_Exercise objective_
If any record holds an image, omit the image and print the rest exactly.

_Dataset records_

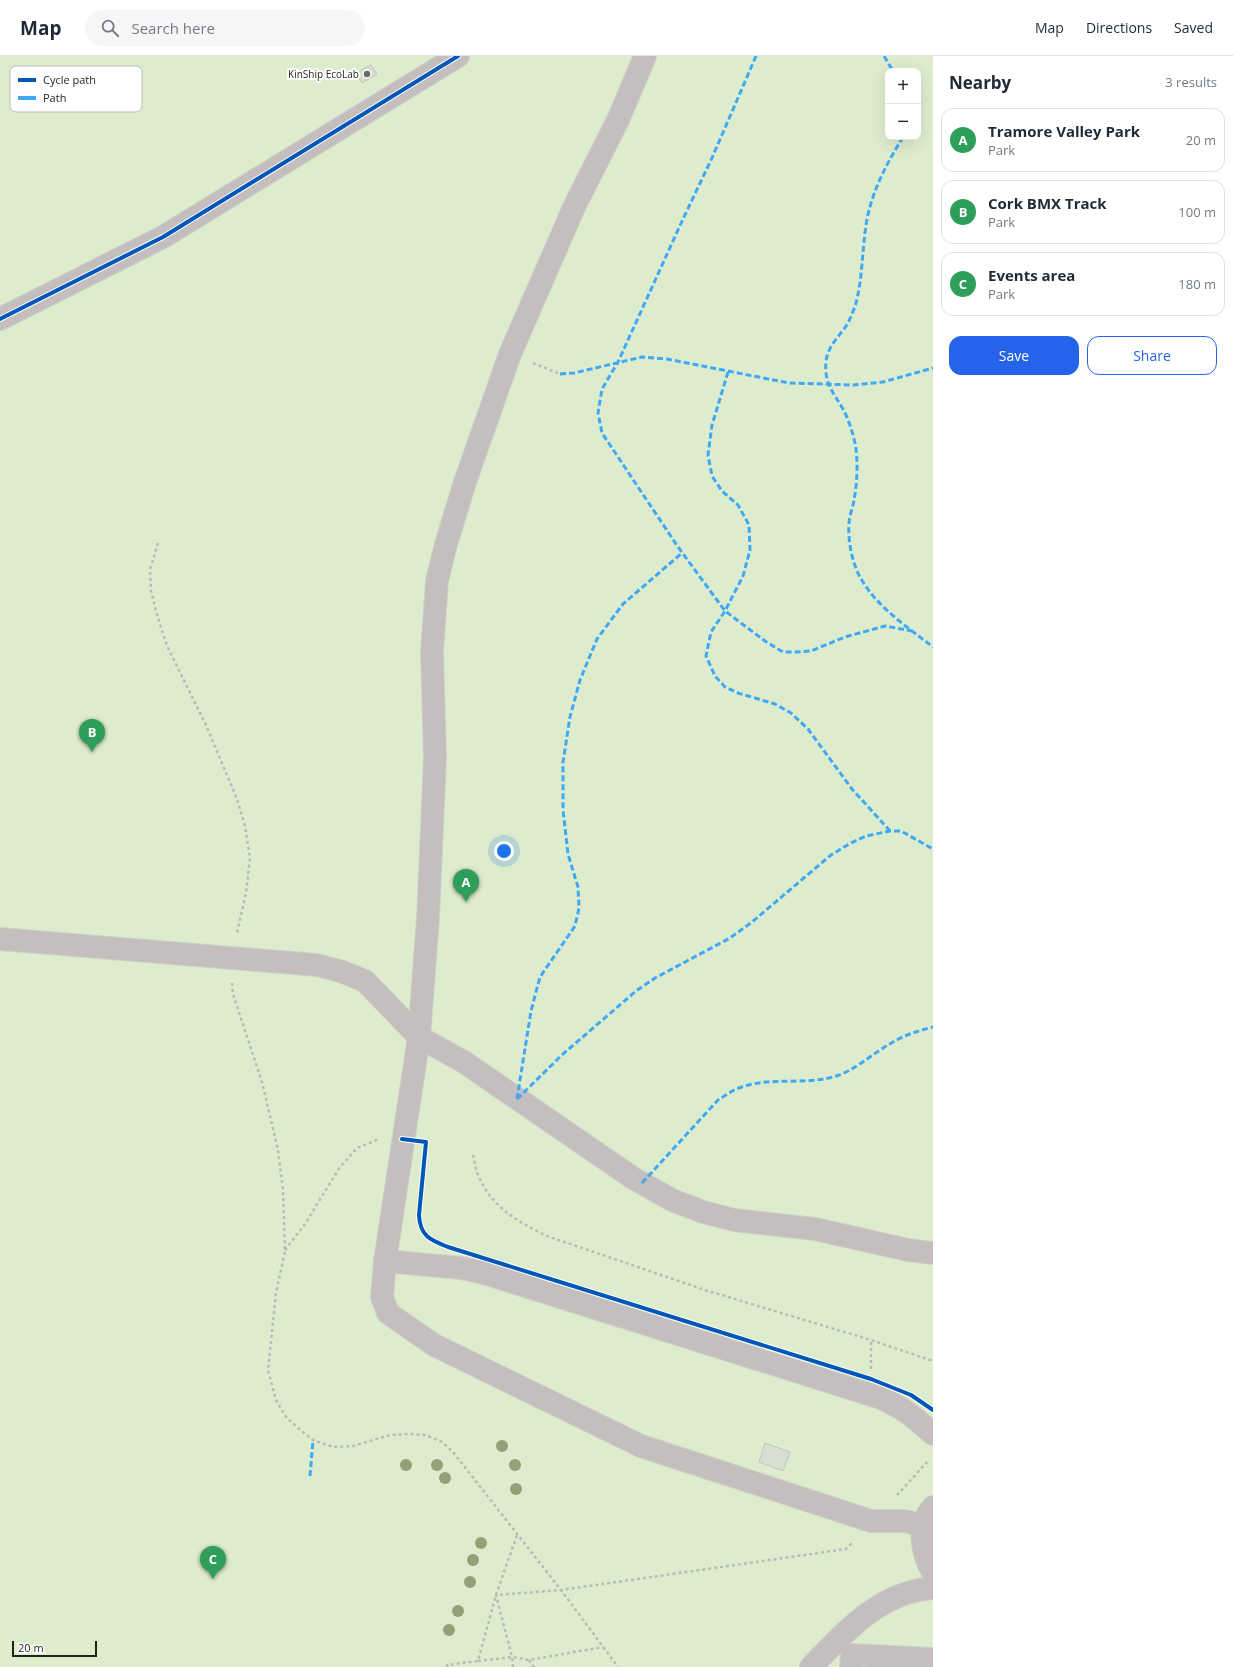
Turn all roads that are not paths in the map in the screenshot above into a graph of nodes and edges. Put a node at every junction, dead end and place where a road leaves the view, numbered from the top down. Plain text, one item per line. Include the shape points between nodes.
1 (458, 56) edge
2 (645, 56) edge
3 (0, 319) edge
4 (0, 939) edge
5 (419, 1037) junction
6 (933, 1253) edge
7 (385, 1261) junction
8 (933, 1434) edge
9 (920, 1518) edge
10 (933, 1572) edge
11 (933, 1588) edge
12 (845, 1632) junction
13 (933, 1659) edge
14 (852, 1661) edge
15 (811, 1667) edge

1 - 3 lane via 163,238
2 - 5 lane via 618,120 575,205 510,354 465,482 436,581 432,652 435,758 428,918
4 - 5 lane via 317,965 365,981
5 - 6 lane via 464,1062 633,1178 672,1200 734,1220 816,1229 908,1250
5 - 7 lane
7 - 8 lane via 461,1268 484,1273 881,1398 910,1414
7 - 9 lane via 382,1297 388,1314 434,1345 641,1446 877,1516
9 - 10 lane via 926,1560
11 - 12 lane via 896,1598 869,1611
12 - 14 lane
12 - 15 lane
13 - 14 lane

_Result of this exercise_
Turn all roads that are not paths in the map in the screenshot above into a graph of nodes and edges. Put a node at every junction, dead end and place where a road leaves the view, numbered from the top down. Plain text, one item per line. Include the shape points between nodes.
1 (458, 56) edge
2 (645, 56) edge
3 (0, 319) edge
4 (0, 939) edge
5 (419, 1037) junction
6 (933, 1253) edge
7 (385, 1261) junction
8 (933, 1434) edge
9 (920, 1518) edge
10 (933, 1572) edge
11 (933, 1588) edge
12 (845, 1632) junction
13 (933, 1659) edge
14 (852, 1661) edge
15 (811, 1667) edge

1 - 3 lane via 163,238
2 - 5 lane via 618,120 575,205 510,354 465,482 436,581 432,652 435,758 428,918
4 - 5 lane via 317,965 365,981
5 - 6 lane via 464,1062 633,1178 672,1200 734,1220 816,1229 908,1250
5 - 7 lane
7 - 8 lane via 461,1268 484,1273 881,1398 910,1414
7 - 9 lane via 382,1297 388,1314 434,1345 641,1446 877,1516
9 - 10 lane via 926,1560
11 - 12 lane via 896,1598 869,1611
12 - 14 lane
12 - 15 lane
13 - 14 lane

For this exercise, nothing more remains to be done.